====== PROVIDED DATA
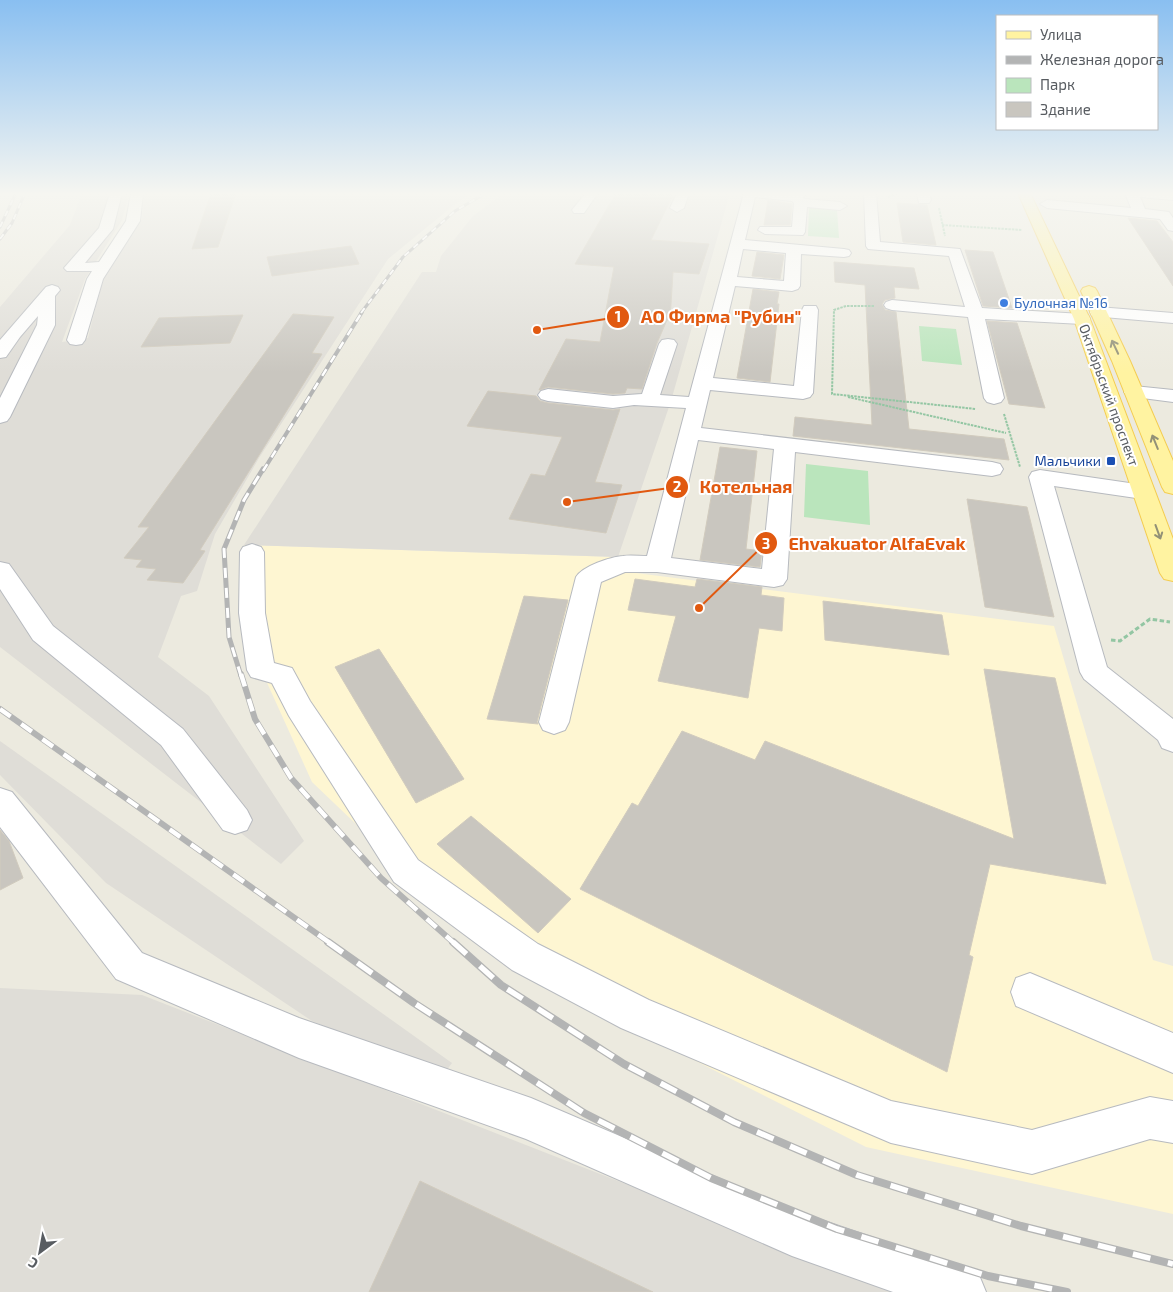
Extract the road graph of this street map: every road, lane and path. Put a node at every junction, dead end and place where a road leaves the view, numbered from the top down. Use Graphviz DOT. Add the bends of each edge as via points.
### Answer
graph roads {
  1 [pos="85,253"];
  2 [pos="111,253"];
  3 [pos="734,253"];
  4 [pos="794,253"];
  5 [pos="955,253"];
  6 [pos="1052,253"];
  7 [pos="103,266"];
  8 [pos="72,268"];
  9 [pos="1082,276"];
  10 [pos="727,281"];
  11 [pos="47,296"];
  12 [pos="892,305"];
  13 [pos="810,310"];
  14 [pos="974,312"];
  15 [pos="1098,312"];
  16 [pos="1173,318"];
  17 [pos="1082,319"];
  18 [pos="76,340"];
  19 [pos="668,344"];
  20 [pos="0,353"];
  21 [pos="702,383"];
  22 [pos="1134,392"];
  23 [pos="832,394"];
  24 [pos="548,395"];
  25 [pos="1173,396"];
  26 [pos="649,400"];
  27 [pos="697,403"];
  28 [pos="994,406"];
  29 [pos="0,417"];
  30 [pos="690,433"];
  31 [pos="1006,433"];
  32 [pos="785,444"];
  33 [pos="1020,467"];
  34 [pos="992,469"];
  35 [pos="1173,487"];
  36 [pos="1143,492"];
  37 [pos="252,552"];
  38 [pos="657,564"];
  39 [pos="0,570"];
  40 [pos="1173,573"];
  41 [pos="1170,622"];
  42 [pos="1120,641"];
  43 [pos="554,722"];
  44 [pos="1173,740"];
  45 [pos="0,802"];
  46 [pos="235,820"];
  47 [pos="1030,992"];
  48 [pos="1173,1053"];
  49 [pos="1173,1122"];
  50 [pos="962,1292"];
  1 -- 8 [label="street"];
  2 -- 7 [label="street"];
  3 -- 10 [label="street"];
  4 -- 10 [label="street" via="792,286"];
  5 -- 14 [label="street"];
  6 -- 17 [label="main road, Октябрьский проспект"];
  7 -- 8 [label="street"];
  7 -- 18 [label="street" via="95,278"];
  8 -- 11 [label="street"];
  9 -- 15 [label="main road, Октябрьский проспект"];
  10 -- 21 [label="street"];
  11 -- 20 [label="street"];
  11 -- 29 [label="street" via="46,325"];
  12 -- 14 [label="street"];
  12 -- 23 [label="path" via="846,306 834,310"];
  13 -- 21 [label="street" via="803,393"];
  14 -- 17 [label="street"];
  14 -- 28 [label="street"];
  15 -- 16 [label="street"];
  22 -- 15 [label="main road, Октябрьский проспект, one-way"];
  17 -- 36 [label="main road, Октябрьский проспект"];
  19 -- 26 [label="street"];
  21 -- 27 [label="street"];
  22 -- 25 [label="street"];
  35 -- 22 [label="main road, Октябрьский проспект, one-way"];
  23 -- 28 [label="path"];
  23 -- 31 [label="path"];
  24 -- 26 [label="street" via="613,402"];
  26 -- 27 [label="street"];
  27 -- 30 [label="street"];
  28 -- 31 [label="path"];
  30 -- 32 [label="street"];
  30 -- 38 [label="street"];
  31 -- 33 [label="path" via="1014,445"];
  32 -- 34 [label="street"];
  32 -- 38 [label="street" via="774,579"];
  36 -- 40 [label="main road, Октябрьский проспект, one-way"];
  36 -- 44 [label="street" via="1040,477 1094,672 1170,733"];
  37 -- 49 [label="street" via="252,613 261,670 282,675 298,708 406,871 525,957 635,1014 891,1122 1032,1152 1150,1118"];
  38 -- 43 [label="street" via="622,564 589,577"];
  39 -- 46 [label="street" via="44,633 172,737"];
  41 -- 42 [label="path" via="1150,619"];
  45 -- 50 [label="street" via="129,966 299,1038 531,1119 792,1233"];
  47 -- 48 [label="street"];
}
============
• ABOUT THIS EXERCISE: Every line with "graph" in it should be copied from the entries.

• EXERCISE RESPONSE:
Extract the road graph of this street map: every road, lane and path. Put a node at every junction, dead end and place where a road leaves the view, numbered from the top down. Use Graphviz DOT. Add the bends of each edge as via points.
graph roads {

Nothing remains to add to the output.